Jeffrey Bigham, Richard Ladner
"Can you tell me what this says?" You might be faced with this question in any number of contexts:
Maybe you've gone to lunch with a blind friend who is deciding what to order off of the menu. Maybe you've volunteered to help read mail or the local newspaper with an older person who has recently lost her vision. Maybe your job is to process mail-in forms, deciphering the sloppy handwriting of people looking for a new credit card. Maybe you spend extra minutes in the evenings on Mechanical Turk making a bit of money helping to make OCR more reliable. Or maybe you're proving that you're human by solving a reCAPTCHA as part of the sign-up process of a new Web service, and helping to digitize an old book in the process. In these situations and many more, people are often called upon to interpret and decipher the world for others.
One of the keys to making information accessible to everyone is converting it from one form to another. For example, inaccessible visual text may be made accessible to a blind person by converting it to aural speech, and, conversely, aural speech may be made accessible to a deaf person by converting it to text. Automatically interpreting sensory information is notoriously difficult, despite tremendous progress in the past few decades. Far from idling while waiting for artificial intelligence to catch up, people with disabilities have successfully been getting answers to questions about their environments all throughout historyby crowdsourcing them.
At a high level, crowdsourcing means using the collective human intelligence of often anonymous workers toward some coordinated aim. Recent projects like Wikipedia immediately come to mind, but the idea has been realized in the disability community for years. For instance, a volunteer may sign up to offer a few minutes of her time to read a blind person's mail aloud, or a fellow traveler may answer a quick question at the bus stop, for example, "Is that the 45 coming?" Professional workers, such as sign language interpreters and audio descriptionists, interpret and convert sensory information into alternative forms, enabling, respectively, a deaf student to participate in a traditional lecture and a blind person to enjoy (or learn from) a movie. Human support is drawn from a large group of people when needed and contributes to the larger goal of making the world more accessible for people with disabilities.
The accessibility barriers that people with disabilities face have made them leaders in the crowd-sourcing trend currently sweeping the computer sciences, although their leadership has gone somewhat unnoticed.
People with disabilities have always solicited the assistance of others, often friends and family, to make accessible what their own senses could not. Blind people found readers to relay written correspondence, and deaf people found volunteer interpreters. These volunteers were often just members of their local communityfor example, members of a religious congregation who knew some sign language would provide ad hoc interpretation of religious services.
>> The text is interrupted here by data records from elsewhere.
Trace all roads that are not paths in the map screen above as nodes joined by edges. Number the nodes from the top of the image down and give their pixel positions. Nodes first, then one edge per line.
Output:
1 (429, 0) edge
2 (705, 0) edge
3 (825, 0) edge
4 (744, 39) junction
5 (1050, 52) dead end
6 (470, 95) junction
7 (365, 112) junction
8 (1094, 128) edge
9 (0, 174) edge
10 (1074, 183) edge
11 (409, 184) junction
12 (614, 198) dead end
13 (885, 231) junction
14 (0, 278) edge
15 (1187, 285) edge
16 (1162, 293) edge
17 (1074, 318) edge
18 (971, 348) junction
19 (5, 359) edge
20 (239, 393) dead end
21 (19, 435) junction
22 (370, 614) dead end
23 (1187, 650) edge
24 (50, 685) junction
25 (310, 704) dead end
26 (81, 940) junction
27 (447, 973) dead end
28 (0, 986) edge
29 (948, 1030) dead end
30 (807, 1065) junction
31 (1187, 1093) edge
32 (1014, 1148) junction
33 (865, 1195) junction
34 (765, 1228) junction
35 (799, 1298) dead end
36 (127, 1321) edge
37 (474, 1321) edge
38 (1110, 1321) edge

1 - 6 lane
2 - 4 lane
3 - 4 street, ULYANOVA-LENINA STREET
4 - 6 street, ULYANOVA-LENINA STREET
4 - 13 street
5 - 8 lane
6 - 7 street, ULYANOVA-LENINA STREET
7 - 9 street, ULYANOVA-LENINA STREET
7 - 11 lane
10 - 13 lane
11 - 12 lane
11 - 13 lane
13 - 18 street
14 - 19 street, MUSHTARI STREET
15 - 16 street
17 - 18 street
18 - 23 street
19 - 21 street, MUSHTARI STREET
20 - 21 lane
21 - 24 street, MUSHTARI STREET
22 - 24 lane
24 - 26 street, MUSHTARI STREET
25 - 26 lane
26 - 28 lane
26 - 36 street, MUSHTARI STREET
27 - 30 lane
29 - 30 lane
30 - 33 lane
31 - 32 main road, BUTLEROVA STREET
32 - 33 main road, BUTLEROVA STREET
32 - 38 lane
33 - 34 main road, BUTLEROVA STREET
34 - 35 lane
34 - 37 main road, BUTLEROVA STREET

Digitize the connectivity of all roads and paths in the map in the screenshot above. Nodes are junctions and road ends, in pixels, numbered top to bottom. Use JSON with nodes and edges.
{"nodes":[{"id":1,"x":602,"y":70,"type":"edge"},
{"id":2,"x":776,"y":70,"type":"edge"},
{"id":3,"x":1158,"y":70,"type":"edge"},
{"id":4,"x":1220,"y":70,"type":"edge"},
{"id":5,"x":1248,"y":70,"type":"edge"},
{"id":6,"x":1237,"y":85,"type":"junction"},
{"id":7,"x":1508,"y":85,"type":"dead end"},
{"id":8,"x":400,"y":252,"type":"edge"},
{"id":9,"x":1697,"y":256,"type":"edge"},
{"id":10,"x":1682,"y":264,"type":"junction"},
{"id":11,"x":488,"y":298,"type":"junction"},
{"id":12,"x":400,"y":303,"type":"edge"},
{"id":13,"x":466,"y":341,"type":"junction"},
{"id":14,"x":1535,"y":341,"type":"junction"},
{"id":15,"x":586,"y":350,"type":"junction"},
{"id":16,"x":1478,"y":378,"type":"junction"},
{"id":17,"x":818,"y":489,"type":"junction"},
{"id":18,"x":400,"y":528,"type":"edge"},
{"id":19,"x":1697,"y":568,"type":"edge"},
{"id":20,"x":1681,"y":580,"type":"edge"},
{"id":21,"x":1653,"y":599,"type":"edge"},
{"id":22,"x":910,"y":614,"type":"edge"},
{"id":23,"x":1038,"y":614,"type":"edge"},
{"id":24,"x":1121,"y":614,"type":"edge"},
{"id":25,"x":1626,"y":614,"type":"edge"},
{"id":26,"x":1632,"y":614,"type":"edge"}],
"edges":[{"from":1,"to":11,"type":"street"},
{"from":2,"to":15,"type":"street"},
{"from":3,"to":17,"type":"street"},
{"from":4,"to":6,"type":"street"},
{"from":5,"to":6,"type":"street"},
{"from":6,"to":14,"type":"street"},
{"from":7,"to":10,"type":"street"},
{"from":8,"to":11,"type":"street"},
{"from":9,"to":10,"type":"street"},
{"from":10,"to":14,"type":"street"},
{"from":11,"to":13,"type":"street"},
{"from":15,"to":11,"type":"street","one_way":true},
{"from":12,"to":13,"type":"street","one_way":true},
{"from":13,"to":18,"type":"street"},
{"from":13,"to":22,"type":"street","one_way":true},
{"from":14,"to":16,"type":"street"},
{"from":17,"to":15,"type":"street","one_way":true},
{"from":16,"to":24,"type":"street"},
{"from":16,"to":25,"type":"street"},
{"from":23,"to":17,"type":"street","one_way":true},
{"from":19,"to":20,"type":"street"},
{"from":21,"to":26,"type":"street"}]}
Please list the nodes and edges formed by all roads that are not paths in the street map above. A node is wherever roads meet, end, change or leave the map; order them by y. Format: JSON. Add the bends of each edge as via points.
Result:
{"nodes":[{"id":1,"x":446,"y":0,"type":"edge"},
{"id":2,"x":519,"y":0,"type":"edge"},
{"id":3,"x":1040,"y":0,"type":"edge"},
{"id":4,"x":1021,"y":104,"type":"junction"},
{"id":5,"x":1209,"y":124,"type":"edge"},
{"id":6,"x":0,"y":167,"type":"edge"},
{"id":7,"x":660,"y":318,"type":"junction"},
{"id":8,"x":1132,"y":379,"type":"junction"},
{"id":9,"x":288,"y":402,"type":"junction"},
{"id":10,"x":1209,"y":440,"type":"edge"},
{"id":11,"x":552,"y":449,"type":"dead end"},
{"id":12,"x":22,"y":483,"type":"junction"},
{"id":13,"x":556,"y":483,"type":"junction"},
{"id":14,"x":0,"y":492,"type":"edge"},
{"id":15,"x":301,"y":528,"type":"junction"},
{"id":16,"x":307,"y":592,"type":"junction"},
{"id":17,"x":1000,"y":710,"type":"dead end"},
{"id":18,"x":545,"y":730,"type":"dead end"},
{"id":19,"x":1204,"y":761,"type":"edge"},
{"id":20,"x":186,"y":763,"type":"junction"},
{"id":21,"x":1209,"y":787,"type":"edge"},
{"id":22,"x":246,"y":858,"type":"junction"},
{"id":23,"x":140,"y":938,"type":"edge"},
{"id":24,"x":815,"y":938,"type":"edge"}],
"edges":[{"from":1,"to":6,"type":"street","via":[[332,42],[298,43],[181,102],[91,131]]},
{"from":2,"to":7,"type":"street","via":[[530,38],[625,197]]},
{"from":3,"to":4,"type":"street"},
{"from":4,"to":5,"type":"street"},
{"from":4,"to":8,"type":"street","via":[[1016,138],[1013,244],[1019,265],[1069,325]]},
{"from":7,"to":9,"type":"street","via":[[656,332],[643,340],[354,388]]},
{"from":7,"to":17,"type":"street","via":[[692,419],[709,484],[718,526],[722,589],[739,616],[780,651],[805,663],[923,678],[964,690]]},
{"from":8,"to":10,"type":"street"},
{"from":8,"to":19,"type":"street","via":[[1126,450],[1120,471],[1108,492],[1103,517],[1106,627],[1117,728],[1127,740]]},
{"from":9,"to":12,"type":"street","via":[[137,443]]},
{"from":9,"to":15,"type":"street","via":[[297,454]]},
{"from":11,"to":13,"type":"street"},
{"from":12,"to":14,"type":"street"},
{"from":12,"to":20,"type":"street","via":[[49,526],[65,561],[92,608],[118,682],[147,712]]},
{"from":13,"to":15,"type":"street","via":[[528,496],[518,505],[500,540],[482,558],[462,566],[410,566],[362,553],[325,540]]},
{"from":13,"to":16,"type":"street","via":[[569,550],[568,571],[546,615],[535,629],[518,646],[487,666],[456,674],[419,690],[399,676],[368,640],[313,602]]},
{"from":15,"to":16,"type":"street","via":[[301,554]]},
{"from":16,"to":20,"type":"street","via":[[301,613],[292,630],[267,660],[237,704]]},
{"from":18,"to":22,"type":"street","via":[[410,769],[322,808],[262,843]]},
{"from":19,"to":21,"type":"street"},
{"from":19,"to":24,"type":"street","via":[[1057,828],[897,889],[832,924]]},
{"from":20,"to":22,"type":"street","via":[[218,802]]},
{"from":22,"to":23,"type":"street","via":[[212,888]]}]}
In the beginning, these accessibility-related services were usually informal, but over the years they have evolved into crowdsourcing organizations. For example, a number of agencies now provide volunteer or paid workers for various tasks, including sign language interpretation and real-time captioning for people who are deaf or hard of hearing, personal assistance for those who have severe mobility disabilities, reading support for those who are blind, and support services for those who are deaf-blind. This evolution came about due to the need for friends and family to return to their roles as friends and family, and because, in many cases, trained volunteers and professionals (experts) can do the job better.
Recruiting human labor in this way differs somewhat from conceptions of crowdsourcing that are popular in IT circles, but it fits the definition above: When an agency provides a service, the customer usually does not know who will actually provide the service. The agency has a pool of providers (crowd) who can be assigned to tasks according to their skills and availability. These workers often agree to work under strict rules of quality and confidentiality. We believe these early services may also foreshadow coming trends in crowdsourcing services.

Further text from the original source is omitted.